Growth of alr Mutants in La-Containing Solution
Culture
To determine whether the metal resistance in the
alr mutants was specific for Al, the mutants were grown
in nutrient solution containing another phytotoxic trivalent cation,
La3+, which has rhizotoxic effects similar to those of Al.
However, it has been previously shown that Al-resistant wheat genotypes were not La resistant (Kinraide et al., 1992; Ryan et al., 1995a). The
sensitivity of root growth to La in wild type, alr-104,
and alr-128 was assessed by growing seedlings in the
same nutrient solution used for determining Al resistance, except that
the medium containing LaCl3 was prepared without
KH2PO4 to prevent the precipitation of La.

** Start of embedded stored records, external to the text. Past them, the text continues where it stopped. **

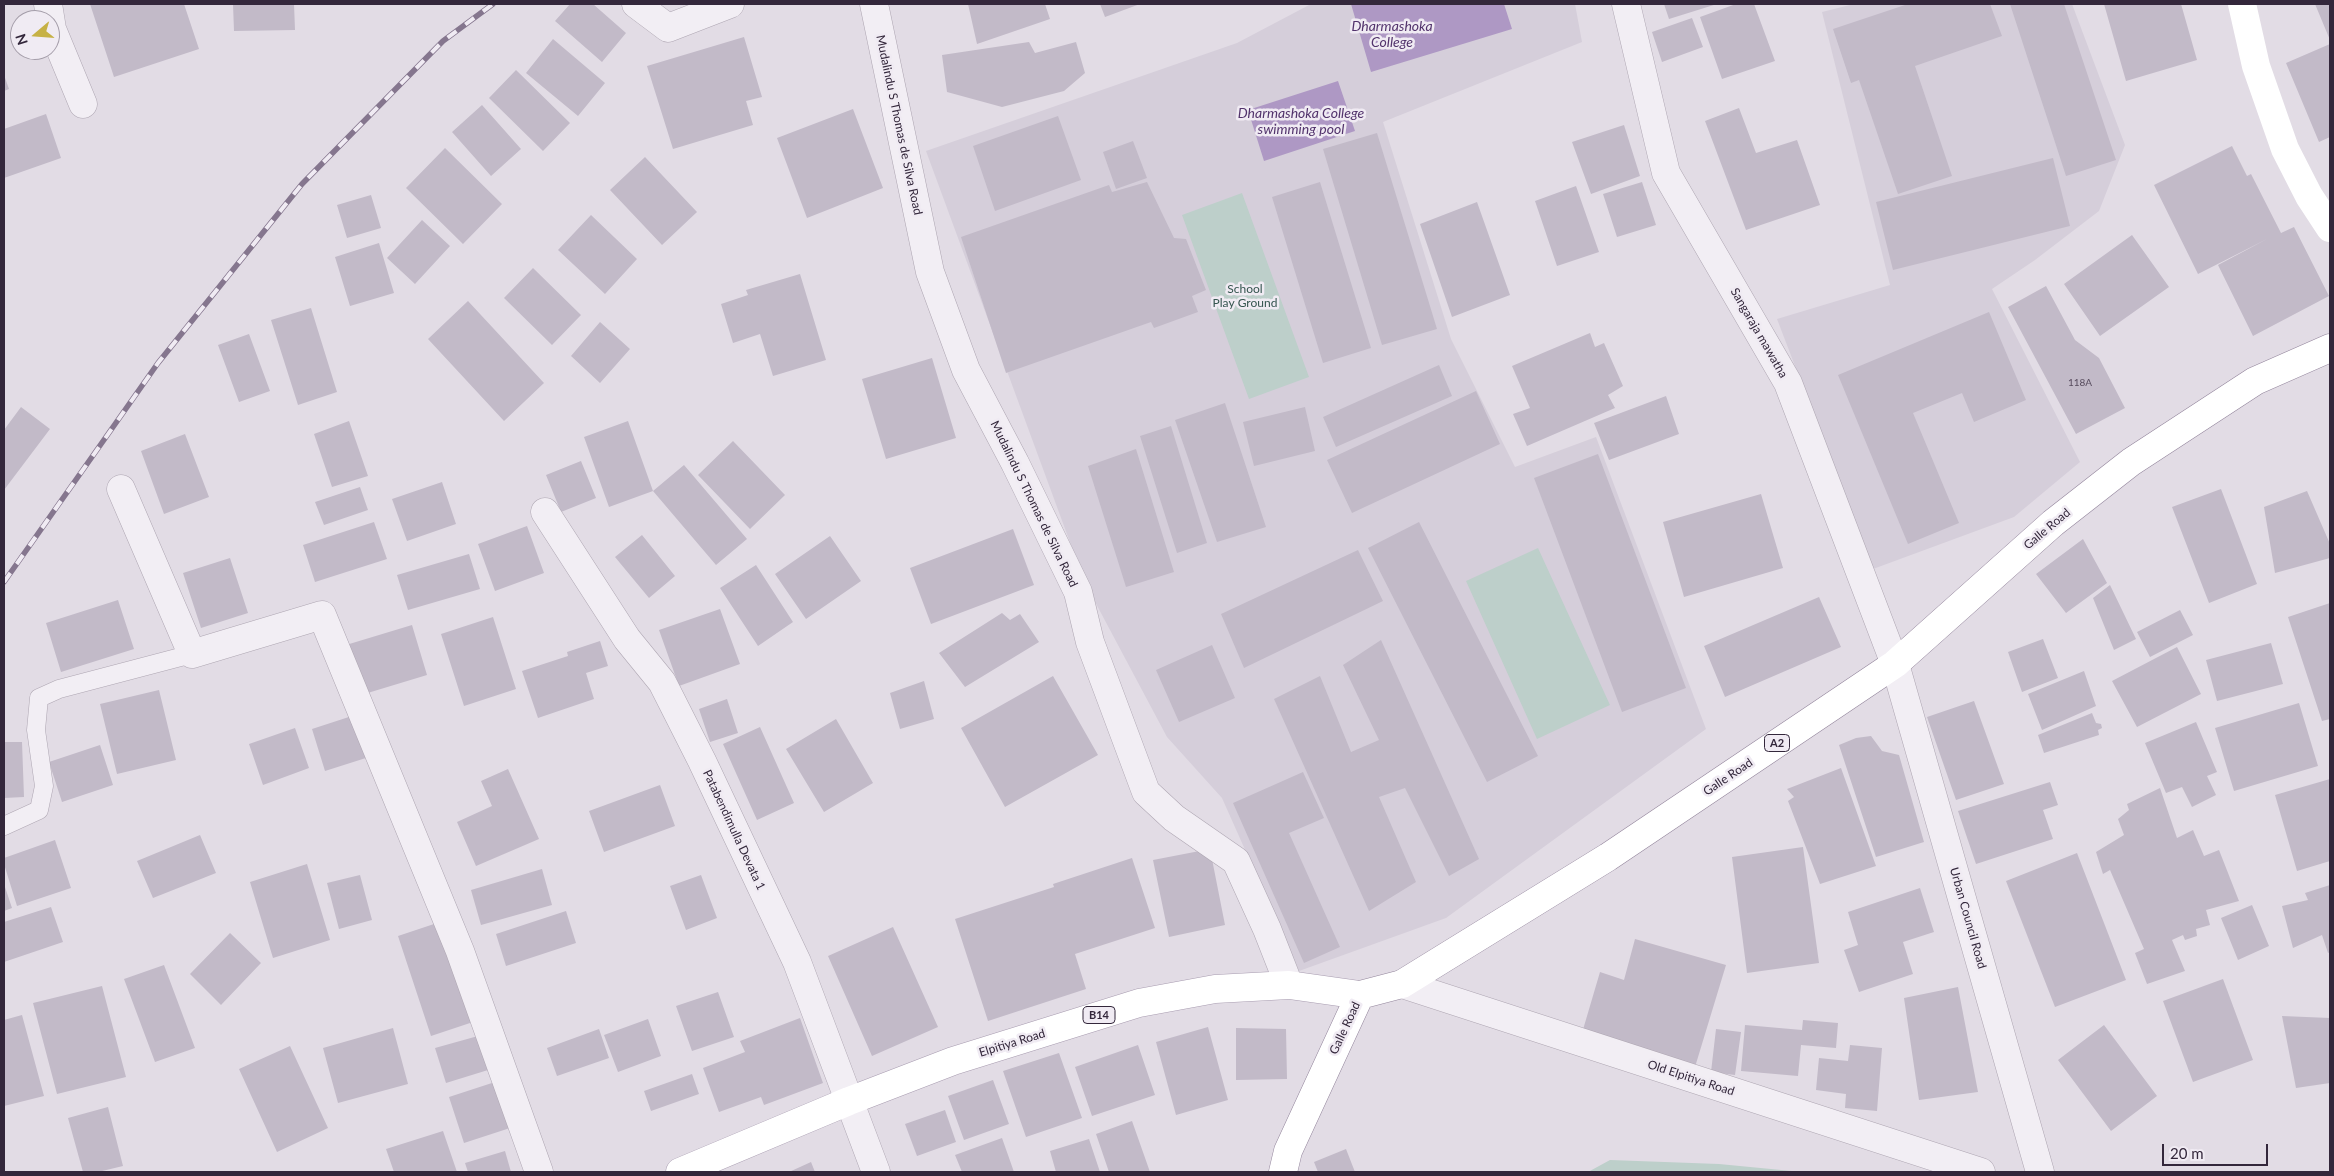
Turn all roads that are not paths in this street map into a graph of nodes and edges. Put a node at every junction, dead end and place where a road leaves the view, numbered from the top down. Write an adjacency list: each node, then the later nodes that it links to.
1 (48, 4): 7 (street)
2 (636, 4): 3 (street)
3 (730, 4)
4 (874, 4): 16 (street, Mudalindu S Thomas de Silva Road)
5 (1626, 4): 13 (street, Sangaraja mawatha)
6 (2242, 4): 8 (main road)
7 (83, 104)
8 (2330, 228)
9 (2330, 348): 13 (main road, Galle Road / A2)
10 (121, 489): 12 (street)
11 (544, 512): 18 (street, Patabendimulla Devata 1)
12 (192, 654): 14 (lane); 19 (street)
13 (1896, 664): 15 (main road, Galle Road / A2); 24 (street, Urban Council Road)
14 (4, 826)
15 (1402, 984): 17 (main road, Galle Road / A2); 23 (street, Old Elpitiya Road)
16 (1289, 985): 17 (main road, Elpitiya Road / B14); 18 (main road, Elpitiya Road / B14)
17 (1360, 995): 22 (main road, Galle Road)
18 (849, 1101): 20 (main road, Elpitiya Road / B14); 21 (street, Patabendimulla Devata 1)
19 (538, 1172)
20 (680, 1172)
21 (876, 1172)
22 (1283, 1172)
23 (1981, 1172)
24 (2040, 1172)

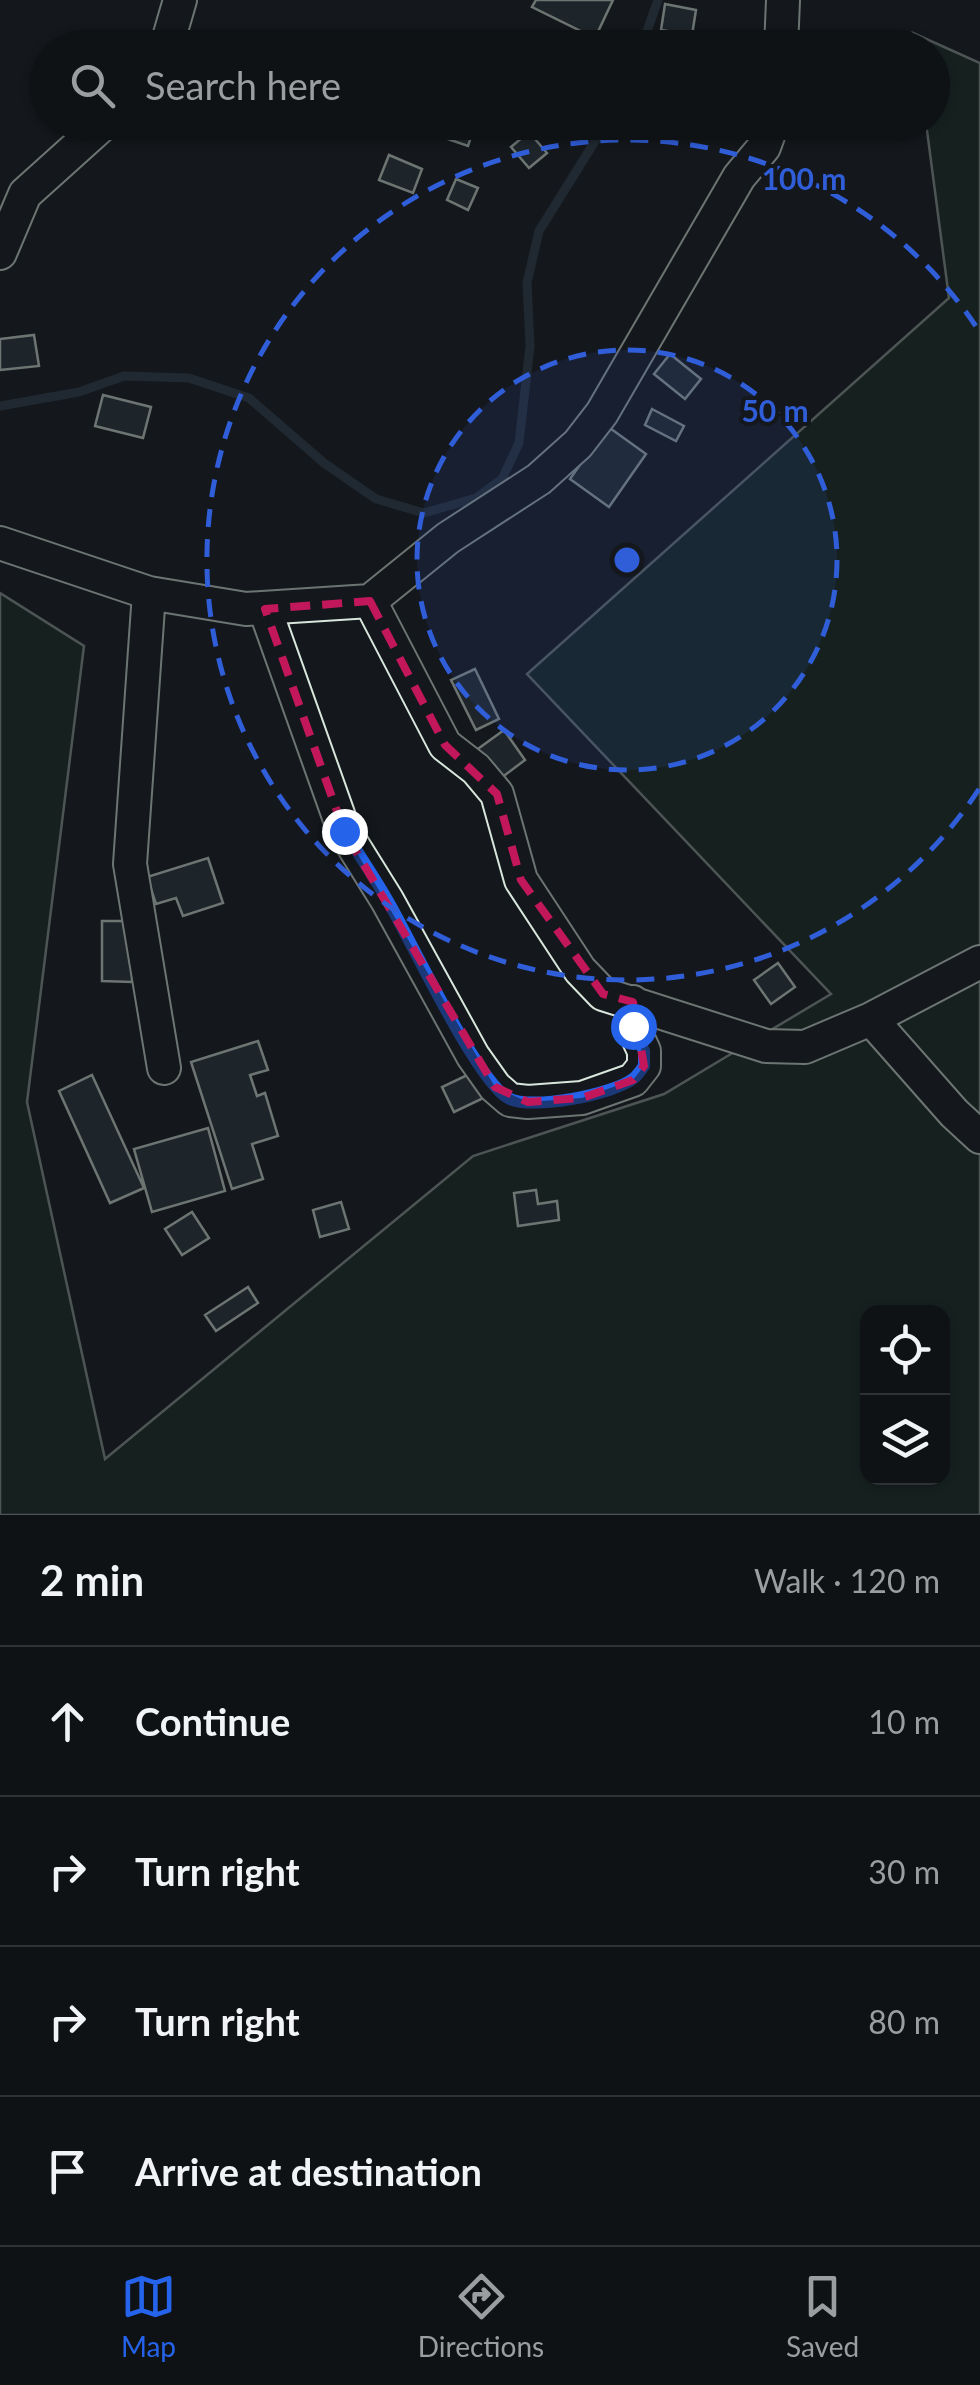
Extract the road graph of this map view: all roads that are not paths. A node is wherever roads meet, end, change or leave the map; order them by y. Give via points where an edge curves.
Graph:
1 (180, 0) edge
2 (783, 0) edge
3 (171, 30) edge
4 (782, 30) edge
5 (84, 140) edge
6 (766, 140) edge
7 (0, 252) edge
8 (0, 543) edge
9 (149, 592) junction
10 (370, 601) junction
11 (265, 609) junction
12 (980, 962) edge
13 (634, 1002) junction
14 (871, 1019) junction
15 (164, 1068) dead end
16 (980, 1137) edge

1 - 3 street
2 - 4 street
5 - 7 street via 25,194
6 - 10 street via 578,444
8 - 9 street
9 - 11 street
9 - 15 street via 130,864
10 - 11 street
10 - 13 street via 444,745 497,794 521,880 580,970 603,994
11 - 13 street via 344,831 495,1087 510,1100 528,1102 582,1098 632,1080 644,1066
12 - 14 street
13 - 14 street via 766,1046 805,1047
14 - 16 street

During a 2-d exposure to 15 µm LaCl3, roots
of wild type (Col-0) were inhibited by 60 ± 4.3%. Similar
La-dependent inhibition of root growth was observed for the
alr mutants, with roots of alr-104
inhibited by 55 ± 6% and those of alr-128
inhibited by 58 ± 4.7%.
Callose Accumulation
Callose deposition is an indicator of Al-induced stress because it
accumulates in root tips after exposure to toxic levels of Al
(Wissemeir et al., 1987; Schreiner et al., 1994; Zhang et al., 1994).
Callose accumulation was examined in the alr mutants to
determine if increased Al resistance resulted in reduced callose accumulation after exposure to Al. Four-day-old seedlings were transferred for 24 h to nutrient solution containing levels of Al
that were more strongly toxic to wild type compared with the alr mutants, after which roots were fixed and stained with
aniline blue, pH 9.0. Root tips were examined for callose fluorescence using epifluorescence microscopy (Fig.
2A). Untreated wild-type root tips
exhibited little background fluorescence, whereas wild-type root tips
exposed to Al fluoresced intensely, indicating callose accumulation.
Compared with wild type, callose accumulation in alr-128 in
the presence of Al was reduced dramatically to levels slightly greater
than that seen for the untreated controls. Callose accumulation was
only modestly reduced in roots of alr-104.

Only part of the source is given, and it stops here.